TASK ITEM: Word for word, write out the entries that follow, omitting all pictures.

Stored entries:
● ● ● ● ●

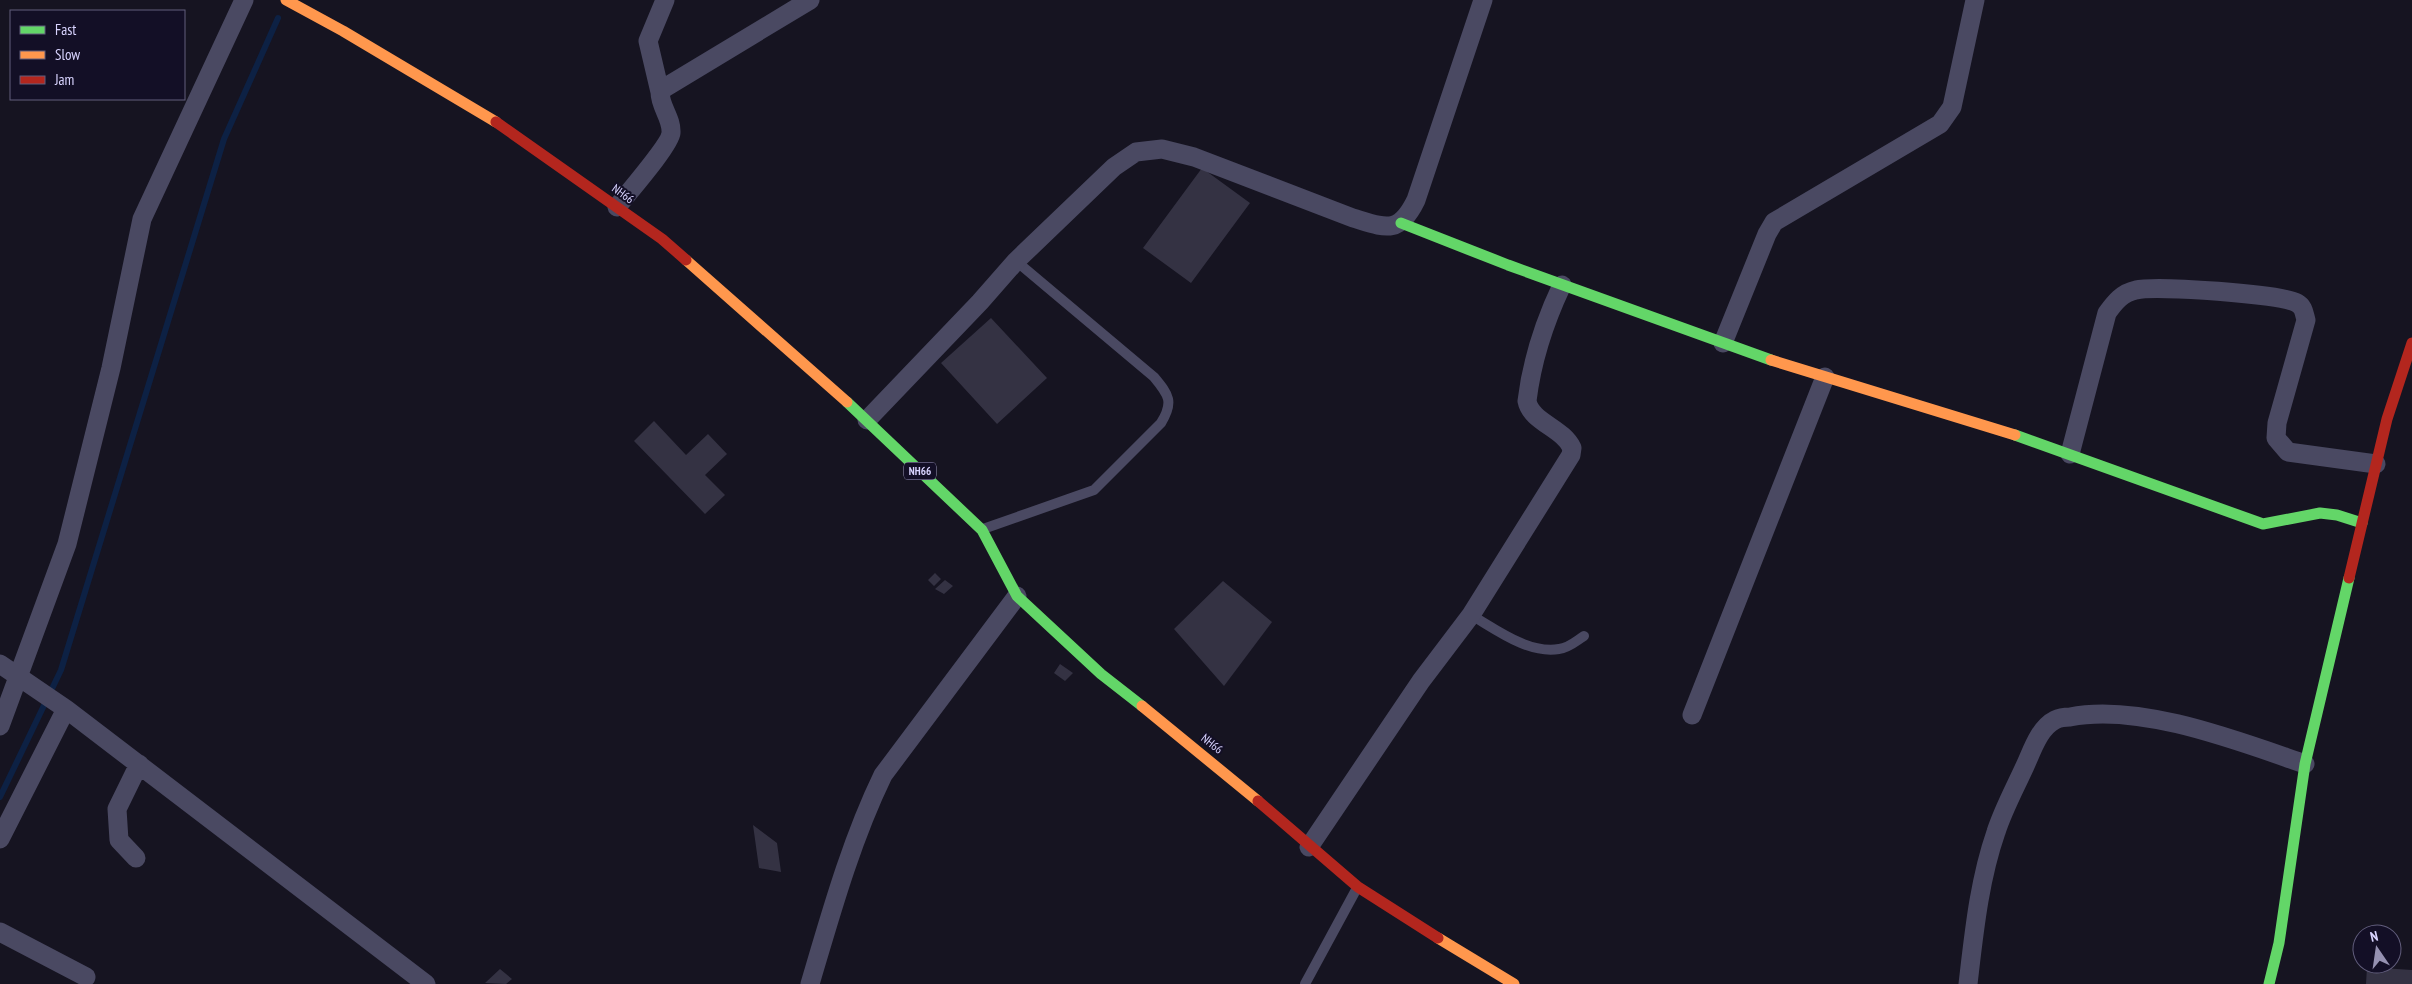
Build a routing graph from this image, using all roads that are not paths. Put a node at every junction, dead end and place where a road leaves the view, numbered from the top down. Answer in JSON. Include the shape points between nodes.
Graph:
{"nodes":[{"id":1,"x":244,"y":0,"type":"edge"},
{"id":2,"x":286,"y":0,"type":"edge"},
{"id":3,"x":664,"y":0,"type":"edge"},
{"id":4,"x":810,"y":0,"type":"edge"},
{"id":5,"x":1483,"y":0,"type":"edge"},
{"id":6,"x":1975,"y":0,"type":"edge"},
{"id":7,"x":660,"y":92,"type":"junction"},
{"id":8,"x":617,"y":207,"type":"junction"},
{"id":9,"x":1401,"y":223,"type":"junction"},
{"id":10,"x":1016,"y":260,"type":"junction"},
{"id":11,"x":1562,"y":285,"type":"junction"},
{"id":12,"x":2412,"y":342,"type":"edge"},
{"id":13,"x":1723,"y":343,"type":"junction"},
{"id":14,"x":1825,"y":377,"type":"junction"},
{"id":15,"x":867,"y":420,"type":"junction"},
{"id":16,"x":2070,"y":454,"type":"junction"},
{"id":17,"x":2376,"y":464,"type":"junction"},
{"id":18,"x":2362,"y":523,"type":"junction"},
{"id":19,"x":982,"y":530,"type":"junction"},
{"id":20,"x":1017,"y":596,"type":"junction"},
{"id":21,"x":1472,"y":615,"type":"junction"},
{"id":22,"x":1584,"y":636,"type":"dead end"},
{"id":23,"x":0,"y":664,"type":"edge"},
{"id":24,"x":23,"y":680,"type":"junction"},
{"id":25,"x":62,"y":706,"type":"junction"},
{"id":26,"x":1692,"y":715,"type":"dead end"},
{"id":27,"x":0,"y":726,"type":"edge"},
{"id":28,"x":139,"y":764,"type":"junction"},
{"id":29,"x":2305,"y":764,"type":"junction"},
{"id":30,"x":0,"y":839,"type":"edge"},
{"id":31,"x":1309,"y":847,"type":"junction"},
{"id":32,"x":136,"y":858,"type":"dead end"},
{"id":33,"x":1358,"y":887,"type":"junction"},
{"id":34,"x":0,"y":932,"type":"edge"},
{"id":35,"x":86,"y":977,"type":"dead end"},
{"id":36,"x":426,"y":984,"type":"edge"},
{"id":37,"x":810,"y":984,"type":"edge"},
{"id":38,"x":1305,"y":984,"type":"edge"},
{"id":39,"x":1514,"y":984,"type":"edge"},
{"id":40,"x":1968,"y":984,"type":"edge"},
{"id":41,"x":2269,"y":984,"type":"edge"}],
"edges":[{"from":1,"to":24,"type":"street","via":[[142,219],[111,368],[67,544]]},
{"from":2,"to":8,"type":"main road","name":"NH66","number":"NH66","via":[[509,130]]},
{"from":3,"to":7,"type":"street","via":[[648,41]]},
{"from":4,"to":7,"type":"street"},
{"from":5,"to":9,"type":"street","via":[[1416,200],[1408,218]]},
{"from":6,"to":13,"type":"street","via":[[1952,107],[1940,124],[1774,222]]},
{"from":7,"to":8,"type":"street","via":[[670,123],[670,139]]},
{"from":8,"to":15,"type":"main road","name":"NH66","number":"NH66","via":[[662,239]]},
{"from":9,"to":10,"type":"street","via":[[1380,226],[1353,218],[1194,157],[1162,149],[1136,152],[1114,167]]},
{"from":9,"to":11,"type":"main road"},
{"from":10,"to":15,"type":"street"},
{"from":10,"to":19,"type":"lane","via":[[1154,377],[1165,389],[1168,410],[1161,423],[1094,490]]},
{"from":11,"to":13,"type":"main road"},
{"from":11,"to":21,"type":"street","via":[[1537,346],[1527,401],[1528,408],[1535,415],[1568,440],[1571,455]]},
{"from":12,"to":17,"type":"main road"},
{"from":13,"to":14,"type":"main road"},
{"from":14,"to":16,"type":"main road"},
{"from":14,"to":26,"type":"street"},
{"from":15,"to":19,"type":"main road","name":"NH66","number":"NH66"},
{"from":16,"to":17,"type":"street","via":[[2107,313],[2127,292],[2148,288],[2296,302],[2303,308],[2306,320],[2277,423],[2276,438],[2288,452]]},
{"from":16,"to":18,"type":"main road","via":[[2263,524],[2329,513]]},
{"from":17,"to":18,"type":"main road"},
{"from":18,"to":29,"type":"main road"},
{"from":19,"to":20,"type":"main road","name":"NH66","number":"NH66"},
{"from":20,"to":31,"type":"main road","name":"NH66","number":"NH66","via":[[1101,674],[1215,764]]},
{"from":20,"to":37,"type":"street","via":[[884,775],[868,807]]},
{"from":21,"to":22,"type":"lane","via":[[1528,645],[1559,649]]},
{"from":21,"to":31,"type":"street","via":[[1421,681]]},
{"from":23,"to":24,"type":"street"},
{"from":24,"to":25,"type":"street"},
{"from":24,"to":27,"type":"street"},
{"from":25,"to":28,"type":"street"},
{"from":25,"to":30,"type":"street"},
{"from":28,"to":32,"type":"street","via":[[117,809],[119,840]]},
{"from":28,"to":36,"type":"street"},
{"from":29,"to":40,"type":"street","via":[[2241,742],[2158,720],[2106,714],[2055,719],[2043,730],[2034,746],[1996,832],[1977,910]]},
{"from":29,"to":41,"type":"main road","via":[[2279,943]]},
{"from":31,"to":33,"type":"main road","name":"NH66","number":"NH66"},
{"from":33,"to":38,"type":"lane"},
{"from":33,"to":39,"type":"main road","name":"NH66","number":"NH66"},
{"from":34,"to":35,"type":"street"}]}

● ● ● ● ●

FINAL ANSWER:
Build a routing graph from this image, using all roads that are not paths. Put a node at every junction, dead end and place where a road leaves the view, numbered from the top down. Answer in JSON. Include the shape points between nodes.
Graph:
{"nodes":[{"id":1,"x":244,"y":0,"type":"edge"},
{"id":2,"x":286,"y":0,"type":"edge"},
{"id":3,"x":664,"y":0,"type":"edge"},
{"id":4,"x":810,"y":0,"type":"edge"},
{"id":5,"x":1483,"y":0,"type":"edge"},
{"id":6,"x":1975,"y":0,"type":"edge"},
{"id":7,"x":660,"y":92,"type":"junction"},
{"id":8,"x":617,"y":207,"type":"junction"},
{"id":9,"x":1401,"y":223,"type":"junction"},
{"id":10,"x":1016,"y":260,"type":"junction"},
{"id":11,"x":1562,"y":285,"type":"junction"},
{"id":12,"x":2412,"y":342,"type":"edge"},
{"id":13,"x":1723,"y":343,"type":"junction"},
{"id":14,"x":1825,"y":377,"type":"junction"},
{"id":15,"x":867,"y":420,"type":"junction"},
{"id":16,"x":2070,"y":454,"type":"junction"},
{"id":17,"x":2376,"y":464,"type":"junction"},
{"id":18,"x":2362,"y":523,"type":"junction"},
{"id":19,"x":982,"y":530,"type":"junction"},
{"id":20,"x":1017,"y":596,"type":"junction"},
{"id":21,"x":1472,"y":615,"type":"junction"},
{"id":22,"x":1584,"y":636,"type":"dead end"},
{"id":23,"x":0,"y":664,"type":"edge"},
{"id":24,"x":23,"y":680,"type":"junction"},
{"id":25,"x":62,"y":706,"type":"junction"},
{"id":26,"x":1692,"y":715,"type":"dead end"},
{"id":27,"x":0,"y":726,"type":"edge"},
{"id":28,"x":139,"y":764,"type":"junction"},
{"id":29,"x":2305,"y":764,"type":"junction"},
{"id":30,"x":0,"y":839,"type":"edge"},
{"id":31,"x":1309,"y":847,"type":"junction"},
{"id":32,"x":136,"y":858,"type":"dead end"},
{"id":33,"x":1358,"y":887,"type":"junction"},
{"id":34,"x":0,"y":932,"type":"edge"},
{"id":35,"x":86,"y":977,"type":"dead end"},
{"id":36,"x":426,"y":984,"type":"edge"},
{"id":37,"x":810,"y":984,"type":"edge"},
{"id":38,"x":1305,"y":984,"type":"edge"},
{"id":39,"x":1514,"y":984,"type":"edge"},
{"id":40,"x":1968,"y":984,"type":"edge"},
{"id":41,"x":2269,"y":984,"type":"edge"}],
"edges":[{"from":1,"to":24,"type":"street","via":[[142,219],[111,368],[67,544]]},
{"from":2,"to":8,"type":"main road","name":"NH66","number":"NH66","via":[[509,130]]},
{"from":3,"to":7,"type":"street","via":[[648,41]]},
{"from":4,"to":7,"type":"street"},
{"from":5,"to":9,"type":"street","via":[[1416,200],[1408,218]]},
{"from":6,"to":13,"type":"street","via":[[1952,107],[1940,124],[1774,222]]},
{"from":7,"to":8,"type":"street","via":[[670,123],[670,139]]},
{"from":8,"to":15,"type":"main road","name":"NH66","number":"NH66","via":[[662,239]]},
{"from":9,"to":10,"type":"street","via":[[1380,226],[1353,218],[1194,157],[1162,149],[1136,152],[1114,167]]},
{"from":9,"to":11,"type":"main road"},
{"from":10,"to":15,"type":"street"},
{"from":10,"to":19,"type":"lane","via":[[1154,377],[1165,389],[1168,410],[1161,423],[1094,490]]},
{"from":11,"to":13,"type":"main road"},
{"from":11,"to":21,"type":"street","via":[[1537,346],[1527,401],[1528,408],[1535,415],[1568,440],[1571,455]]},
{"from":12,"to":17,"type":"main road"},
{"from":13,"to":14,"type":"main road"},
{"from":14,"to":16,"type":"main road"},
{"from":14,"to":26,"type":"street"},
{"from":15,"to":19,"type":"main road","name":"NH66","number":"NH66"},
{"from":16,"to":17,"type":"street","via":[[2107,313],[2127,292],[2148,288],[2296,302],[2303,308],[2306,320],[2277,423],[2276,438],[2288,452]]},
{"from":16,"to":18,"type":"main road","via":[[2263,524],[2329,513]]},
{"from":17,"to":18,"type":"main road"},
{"from":18,"to":29,"type":"main road"},
{"from":19,"to":20,"type":"main road","name":"NH66","number":"NH66"},
{"from":20,"to":31,"type":"main road","name":"NH66","number":"NH66","via":[[1101,674],[1215,764]]},
{"from":20,"to":37,"type":"street","via":[[884,775],[868,807]]},
{"from":21,"to":22,"type":"lane","via":[[1528,645],[1559,649]]},
{"from":21,"to":31,"type":"street","via":[[1421,681]]},
{"from":23,"to":24,"type":"street"},
{"from":24,"to":25,"type":"street"},
{"from":24,"to":27,"type":"street"},
{"from":25,"to":28,"type":"street"},
{"from":25,"to":30,"type":"street"},
{"from":28,"to":32,"type":"street","via":[[117,809],[119,840]]},
{"from":28,"to":36,"type":"street"},
{"from":29,"to":40,"type":"street","via":[[2241,742],[2158,720],[2106,714],[2055,719],[2043,730],[2034,746],[1996,832],[1977,910]]},
{"from":29,"to":41,"type":"main road","via":[[2279,943]]},
{"from":31,"to":33,"type":"main road","name":"NH66","number":"NH66"},
{"from":33,"to":38,"type":"lane"},
{"from":33,"to":39,"type":"main road","name":"NH66","number":"NH66"},
{"from":34,"to":35,"type":"street"}]}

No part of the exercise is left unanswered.